Ardından, Vatikan’a doğru ilerlediler. Aziz Petrus Bazilikası’nın önüne geldiklerinde, İzzet hayranlıkla başını kaldırıp devasa yapıyı izledi. “Burası, gördüğüm en etkileyici yerlerden biri,” dedi. İsabella, Vatikan’ın dini ve tarihi önemini açıkladı. Onu Sistine Şapeli’ne götürdüklerinde, Michelangelo’nun tavan fresklerini gördü ve uzun süre gözlerini alamadı.

İzzet, “Bu kadar büyük bir sanat eseri nasıl yapılır?” diye sordu Aleksandro’ya. Bu soruya İsabella, “Bu, insanın sabrının ve yaratıcılığının bir göstergesi,” diye yanıt verdi.

Bir gün, rotalarını Pisa’ya çevirdiler. Pisa Kulesi’nin önünde durduklarında, İzzet şaşkınlıkla sordu: “Bu kule neden eğik? Yıkılmamış mı?” Aleksandro, kulenin temelindeki zemin sorunları nedeniyle eğildiğini ancak mühendislerin yapıyı güçlendirdiğini açıkladı. İzzet, kuleyi inceledikten sonra, “Eğik ama hâlâ dimdik ayakta gibi,” diyerek şaşkınlığını dile getirdi.

Pisa Kulesi

 

Geziler sırasında, İzzet İtalyancasını hızla geliştiriyordu. Her yeni şehirde yeni kelimeler öğreniyor, insanlarla iletişim kurmaya çalışıyordu. Bir ayın sonunda, artık temel seviyenin çok ötesine geçmişti. Günlük konuşmaları daha rahat yapabiliyor, hatta bazen Aleksandro’nun yardımına bile ihtiyaç duymuyordu.

Bu sürede İzzet’in sadece dili değil, aynı zamanda kültürlere bakışı da değişmişti. İtalya’nın tarihi, sanatı, mutfağı ve insanları, onun hayatında derin bir iz bırakmıştı. Roma’ya yaptıkları geziden sonra, İsabella ve İzzet’in aralarındaki bağ daha da güçlenmişti.

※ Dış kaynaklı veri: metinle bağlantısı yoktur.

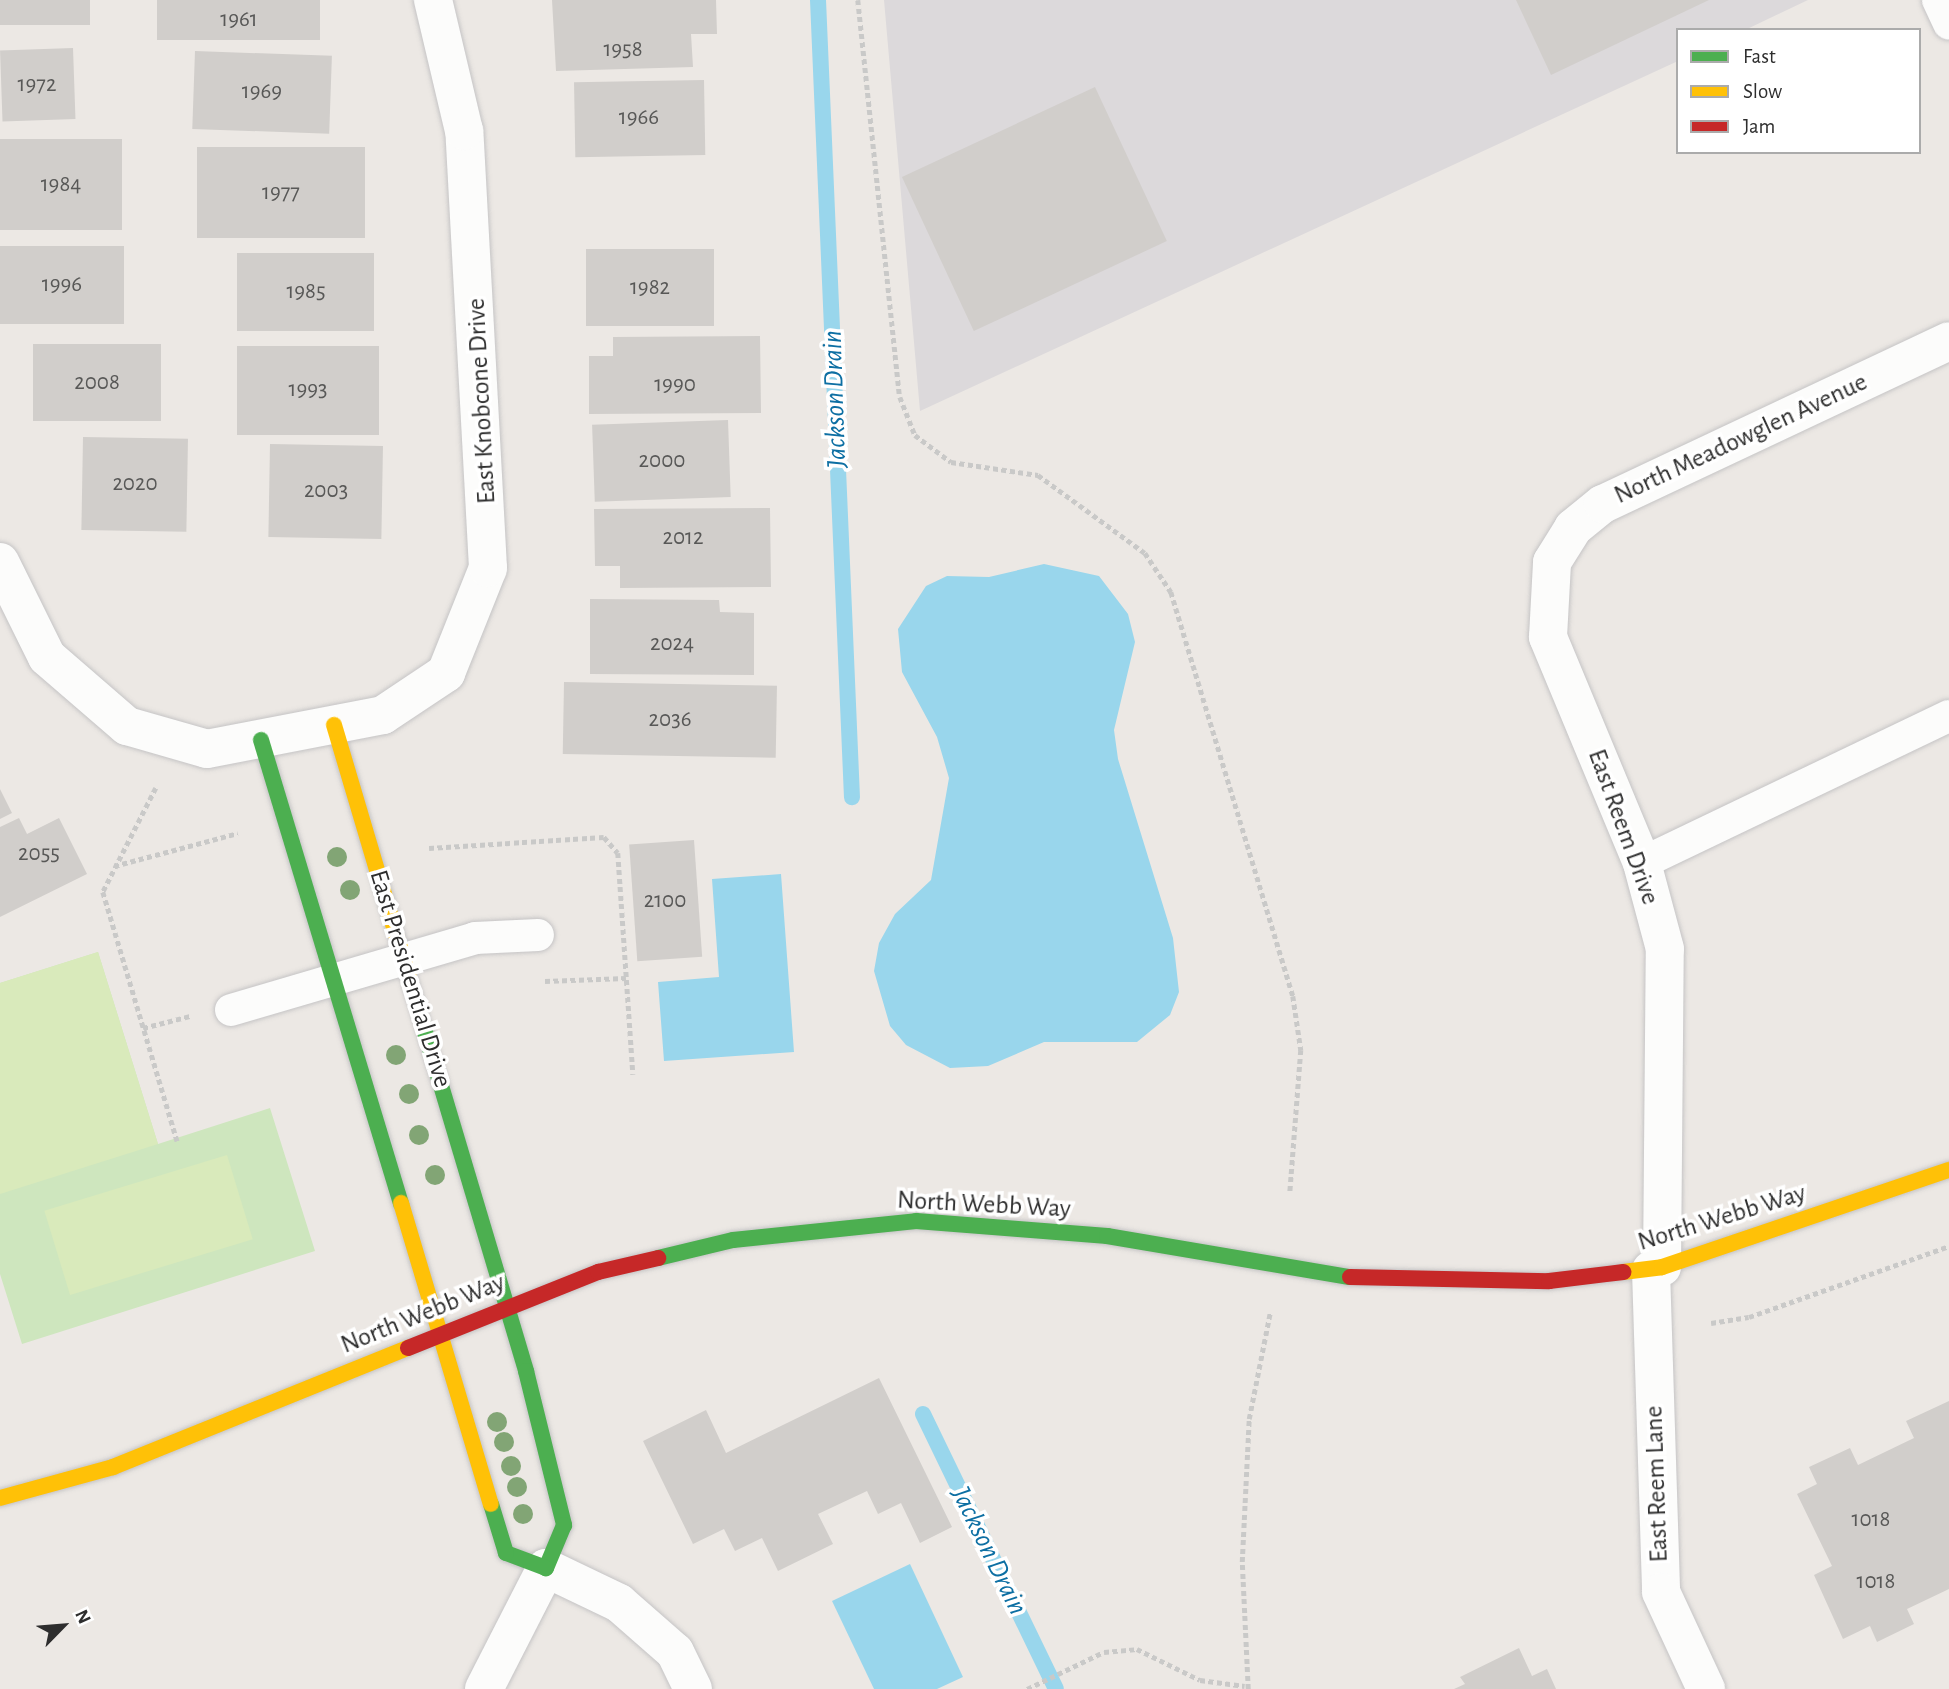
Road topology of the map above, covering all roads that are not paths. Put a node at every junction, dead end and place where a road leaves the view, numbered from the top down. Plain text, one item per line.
1 (433, 0) edge
2 (1937, 0) edge
3 (1949, 24) edge
4 (1949, 341) edge
5 (0, 562) edge
6 (1552, 562) joint
7 (1949, 716) edge
8 (334, 725) junction
9 (261, 740) junction
10 (1642, 863) junction
11 (538, 935) dead end
12 (404, 959) junction
13 (333, 980) junction
14 (231, 1010) dead end
15 (1949, 1170) edge
16 (1656, 1268) junction
17 (508, 1305) junction
18 (440, 1332) junction
19 (0, 1498) edge
20 (546, 1568) junction
21 (484, 1689) edge
22 (693, 1689) edge
23 (1706, 1689) edge

1 - 8 street, East Knobcone Drive
2 - 3 lane
4 - 6 street, North Meadowglen Avenue
5 - 9 street
6 - 10 street, East Reem Drive
7 - 10 lane
8 - 9 street
8 - 12 street, East Presidential Drive
9 - 13 street
10 - 16 street, East Reem Drive
11 - 12 lane
12 - 13 lane
12 - 17 street, East Presidential Drive
13 - 14 lane
13 - 18 street
15 - 16 street, North Webb Way
16 - 17 street, North Webb Way
16 - 23 street, East Reem Lane
17 - 18 street, North Webb Way
17 - 20 street, East Presidential Drive
18 - 19 street, North Webb Way
18 - 20 street
20 - 21 street
20 - 22 street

Napoli’ye döndüklerinde, İzzet yola çıkmaya hazırdı. Aleksandro, dönüş için planları yaparken, İzzet bir süre sessiz kaldı. Sonra, Aleksandro’ya dönerek, “Bu bir ay, hayatımın en unutulmaz zamanlarından biriydi. Bana birçok şeyi öğrettin, dostum,” dedi.

Aleksandro, dostça bir şekilde İzzet’in omzuna dokundu. “Bu sadece bir başlangıç. Daha göreceğin çok şey var, kaptan. Floransa, Venedik, Milano gibi diğer önemli şehirlere daha gitmedik bile. Oraları da görmeden İtalya’yı gezmiş sayılmazsın,” dedi. İzzet de “O şehirlerin adını duydum, Venedik’in sular üstünde bir şehir olduğunu, Floransa’nın Avrupa’daki Rönesans hareketlerinin başladığı ilk sanat merkezi olduğunu biliyorum. Bir dahaki geldiğimizde oraları da görelim,” diye karşılık verdi.

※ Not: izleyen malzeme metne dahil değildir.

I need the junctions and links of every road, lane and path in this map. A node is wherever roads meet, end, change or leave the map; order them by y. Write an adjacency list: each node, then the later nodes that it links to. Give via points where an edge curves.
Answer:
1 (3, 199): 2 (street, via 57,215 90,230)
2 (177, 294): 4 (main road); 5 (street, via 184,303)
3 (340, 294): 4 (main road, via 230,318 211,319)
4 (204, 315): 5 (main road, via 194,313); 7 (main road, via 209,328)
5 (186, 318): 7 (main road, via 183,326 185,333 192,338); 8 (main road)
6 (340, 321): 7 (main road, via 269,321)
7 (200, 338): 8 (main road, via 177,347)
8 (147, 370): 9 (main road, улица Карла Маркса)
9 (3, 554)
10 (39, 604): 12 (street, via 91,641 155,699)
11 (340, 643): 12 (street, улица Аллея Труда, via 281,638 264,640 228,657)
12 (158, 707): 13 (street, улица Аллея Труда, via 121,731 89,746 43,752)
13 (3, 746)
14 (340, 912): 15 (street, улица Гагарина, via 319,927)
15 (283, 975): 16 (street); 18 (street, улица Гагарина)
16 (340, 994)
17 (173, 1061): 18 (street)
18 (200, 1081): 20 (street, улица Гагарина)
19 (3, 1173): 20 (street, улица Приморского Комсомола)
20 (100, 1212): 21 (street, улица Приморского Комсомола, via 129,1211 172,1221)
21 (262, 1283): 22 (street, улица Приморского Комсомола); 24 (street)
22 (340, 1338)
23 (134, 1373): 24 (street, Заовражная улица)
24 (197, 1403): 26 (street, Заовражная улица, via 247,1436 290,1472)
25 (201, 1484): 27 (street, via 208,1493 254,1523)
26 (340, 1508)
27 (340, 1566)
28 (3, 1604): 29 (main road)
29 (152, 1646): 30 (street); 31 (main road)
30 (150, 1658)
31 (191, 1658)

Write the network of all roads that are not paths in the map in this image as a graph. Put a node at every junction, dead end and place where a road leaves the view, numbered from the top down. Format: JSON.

İzzet, valizlerini hazırlarken, bir yandan da İsabella ile vedalaşacakları anı düşünüyordu. Napoli ve çevresinde geçen bu bir ay, onun sadece bir denizci değil, aynı zamanda bir dünya vatandaşı olma yolunda attığı büyük bir adımdı. Ve şimdi, Akdeniz’in diğer köşelerine doğru yeni maceralar için hazırdı.

Sabahın erken saatlerinde Napoli Limanı her zamanki hareketliliğiyle güne başlıyordu. İzzet ve Aleksandro, gemiye son hazırlıkları yapmakla meşguldüler. İzzet, Roma’dan döndüklerinden beri İsabella’yı görmemiş, vedalaşamamıştı. Onun bir daha görünmeyeceğini düşünerek buruk bir şekilde eşyalarını yerleştiriyordu.

Geminin kalkışına az bir zaman kala, limanda bir hareketlenme oldu. Şık bir otomobil, ışıltılı krom detayları ve zarif hatlarıyla rıhtıma yaklaşıyordu. Güneşin ilk ışıkları, otomobilin parlak gövdesinde dans ederken, herkesin dikkatini çekmişti. Araba durduğunda içinden İsabella indi. Başında dantel bir şapka, üzerinde zarif bir elbise vardı. Bütün gözler ona çevrildi. İzzet ve Aleksandro, şaşkınlık içinde kalakaldılar.

“Signora İsabella!” dedi Aleksandro, sesi bir şaşkınlık kahkahasına karışarak.

İzzet, o an İsabella’nın gelişinin gerçek olduğuna inanmakta zorlandı. Kalbi hızla çarparken ona doğru birkaç adım attı. İsabella, gözleri hafifçe nemlenmiş bir şekilde İzzet’e yaklaştı.

“Gelip seni uğurlamak istedim, İzzet. Napoli’den böyle sessizce gitmene izin veremezdim,” dedi, sesi hüzünlü ve içtendi.

İzzet’in gözleri doldu. İsabella’nın bu jesti, onun kalbini derinden etkiledi. Konuşmak istedi ama kelimeler boğazında düğümlendi. Bir adım daha yaklaştı ve İsabella’ya sarıldı. Bu beklenmedik hareket karşısında İsabella da kollarını ona doladı. Limanda bir an için zaman durmuş gibiydi. Çevredeki işçiler ve gemi tayfası bu dokunaklı sahneye tanıklık ediyorlardı. Bazıları gözlerini başka yöne çevirdi, bazılarıysa duygulanmıştı.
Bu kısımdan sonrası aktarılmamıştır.